Unabhängig davon, wer in Abbehausen beginnen soll, erwartet Zeyrek eine konzentrierte Leistung und von Anfang an die richtige Einstellung. „Wir können da nicht hinfahren und meinen, im Vorbeigehen drei Punkte mitzunehmen. Abbehausen ist körperlich stark, hat Kampfgeist und nicht zufällig gegen Atlas Delmenhorst gepunktet“, sagt der VfB-Trainer. Mit bislang zwölf Punkten belegt der VfB-Gegner aktuell den zwölften Platz in der Bezirksliga. Zwei Spiele haben die Abbehauser bislang gewonnen, aber bereits sechsmal unentschieden gespielt. Top-Torjäger der Gastgeber ist Julian Hasemann, der in allen zwölf Saisonspielen am Ball war und dabei immerhin sechs der insgesamt 17 TSV-Treffer erzielt hat.
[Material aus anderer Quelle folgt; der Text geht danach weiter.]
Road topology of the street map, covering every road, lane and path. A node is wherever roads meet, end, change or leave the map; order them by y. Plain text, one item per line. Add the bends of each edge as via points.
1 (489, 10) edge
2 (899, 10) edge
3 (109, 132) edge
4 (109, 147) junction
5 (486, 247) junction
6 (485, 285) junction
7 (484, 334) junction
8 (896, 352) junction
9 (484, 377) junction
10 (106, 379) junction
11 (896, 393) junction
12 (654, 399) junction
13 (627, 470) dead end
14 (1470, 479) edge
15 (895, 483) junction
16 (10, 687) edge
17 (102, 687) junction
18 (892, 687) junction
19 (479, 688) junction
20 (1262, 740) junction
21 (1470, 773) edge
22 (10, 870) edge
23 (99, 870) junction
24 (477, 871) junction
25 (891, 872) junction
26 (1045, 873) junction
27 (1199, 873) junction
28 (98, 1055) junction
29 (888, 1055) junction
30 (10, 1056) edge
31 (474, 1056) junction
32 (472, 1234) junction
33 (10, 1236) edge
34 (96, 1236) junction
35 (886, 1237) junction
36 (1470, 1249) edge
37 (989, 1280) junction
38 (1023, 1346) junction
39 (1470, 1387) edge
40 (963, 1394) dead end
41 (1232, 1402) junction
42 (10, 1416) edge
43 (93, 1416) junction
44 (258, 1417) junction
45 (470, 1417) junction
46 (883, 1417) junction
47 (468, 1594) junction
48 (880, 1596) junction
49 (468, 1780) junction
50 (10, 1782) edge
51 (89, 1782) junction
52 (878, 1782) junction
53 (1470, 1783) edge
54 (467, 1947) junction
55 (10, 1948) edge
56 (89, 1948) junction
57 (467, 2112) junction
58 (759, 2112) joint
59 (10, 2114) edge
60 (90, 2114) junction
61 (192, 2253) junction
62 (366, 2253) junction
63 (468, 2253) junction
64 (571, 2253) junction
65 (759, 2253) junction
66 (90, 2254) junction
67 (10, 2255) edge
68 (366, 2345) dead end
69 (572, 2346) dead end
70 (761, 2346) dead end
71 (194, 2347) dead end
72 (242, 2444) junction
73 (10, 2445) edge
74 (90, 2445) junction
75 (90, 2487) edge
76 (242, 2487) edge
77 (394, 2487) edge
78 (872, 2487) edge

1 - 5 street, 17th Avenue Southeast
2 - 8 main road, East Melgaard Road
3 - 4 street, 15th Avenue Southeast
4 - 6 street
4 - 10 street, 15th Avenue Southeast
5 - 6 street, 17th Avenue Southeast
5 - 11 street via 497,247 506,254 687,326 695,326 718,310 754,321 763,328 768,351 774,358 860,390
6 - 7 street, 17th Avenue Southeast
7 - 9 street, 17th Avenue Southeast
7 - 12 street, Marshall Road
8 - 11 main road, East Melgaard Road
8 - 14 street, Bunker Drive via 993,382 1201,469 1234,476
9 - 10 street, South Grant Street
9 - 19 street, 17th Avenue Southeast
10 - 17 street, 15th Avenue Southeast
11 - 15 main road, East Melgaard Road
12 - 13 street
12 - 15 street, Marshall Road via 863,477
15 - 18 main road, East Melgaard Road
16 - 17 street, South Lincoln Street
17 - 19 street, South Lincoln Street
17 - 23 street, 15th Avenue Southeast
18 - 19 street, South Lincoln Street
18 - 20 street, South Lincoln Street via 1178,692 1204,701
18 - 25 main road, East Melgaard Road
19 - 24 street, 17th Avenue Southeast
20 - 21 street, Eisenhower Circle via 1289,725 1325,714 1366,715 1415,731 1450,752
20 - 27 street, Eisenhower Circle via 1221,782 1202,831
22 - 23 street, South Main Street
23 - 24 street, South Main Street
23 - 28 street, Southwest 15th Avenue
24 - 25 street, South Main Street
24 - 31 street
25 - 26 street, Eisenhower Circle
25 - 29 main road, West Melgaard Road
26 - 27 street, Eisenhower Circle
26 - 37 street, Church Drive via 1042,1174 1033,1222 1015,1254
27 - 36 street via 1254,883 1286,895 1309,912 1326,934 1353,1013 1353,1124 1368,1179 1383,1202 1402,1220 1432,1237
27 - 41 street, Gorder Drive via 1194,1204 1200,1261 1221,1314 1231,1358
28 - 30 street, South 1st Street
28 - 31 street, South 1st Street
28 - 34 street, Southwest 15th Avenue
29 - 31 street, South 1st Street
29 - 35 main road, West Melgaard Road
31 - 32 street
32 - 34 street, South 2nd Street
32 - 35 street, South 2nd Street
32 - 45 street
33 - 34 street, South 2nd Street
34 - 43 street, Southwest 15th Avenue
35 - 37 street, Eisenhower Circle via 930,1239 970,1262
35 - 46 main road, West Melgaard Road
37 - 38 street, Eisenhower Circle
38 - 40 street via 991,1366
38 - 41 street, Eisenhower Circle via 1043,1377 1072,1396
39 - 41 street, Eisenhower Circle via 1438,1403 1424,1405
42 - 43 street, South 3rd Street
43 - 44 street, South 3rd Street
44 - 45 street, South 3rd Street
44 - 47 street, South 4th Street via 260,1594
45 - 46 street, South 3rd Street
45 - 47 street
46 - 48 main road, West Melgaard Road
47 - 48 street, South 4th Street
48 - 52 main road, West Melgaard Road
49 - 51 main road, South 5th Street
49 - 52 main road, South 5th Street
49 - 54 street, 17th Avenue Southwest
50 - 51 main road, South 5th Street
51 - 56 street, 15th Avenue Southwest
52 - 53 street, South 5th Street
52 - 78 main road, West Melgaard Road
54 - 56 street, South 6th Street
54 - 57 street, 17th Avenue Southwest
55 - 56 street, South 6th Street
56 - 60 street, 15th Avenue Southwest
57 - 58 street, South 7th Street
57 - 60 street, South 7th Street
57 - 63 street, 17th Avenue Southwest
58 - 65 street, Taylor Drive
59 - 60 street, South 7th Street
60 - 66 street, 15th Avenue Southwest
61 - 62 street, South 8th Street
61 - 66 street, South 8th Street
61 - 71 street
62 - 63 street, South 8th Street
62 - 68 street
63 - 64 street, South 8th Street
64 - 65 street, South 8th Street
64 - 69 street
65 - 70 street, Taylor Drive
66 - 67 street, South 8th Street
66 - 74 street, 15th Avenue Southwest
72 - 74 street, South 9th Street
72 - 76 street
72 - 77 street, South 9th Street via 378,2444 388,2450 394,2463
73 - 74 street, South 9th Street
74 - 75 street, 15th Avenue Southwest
„Wir müssen defensiv gut stehen und den Gegner von Anfang an unter Druck setzen. Das haben wir beim GVO zu lange vermissen lassen. Als wir am Ende Druck gemacht haben, ist auch der Ausgleich gefallen und wir hätten fast noch gewinnen. Diese Art Fußball erwartet ich jetzt von der ersten Minute an“, sagt Servet Zeyrek.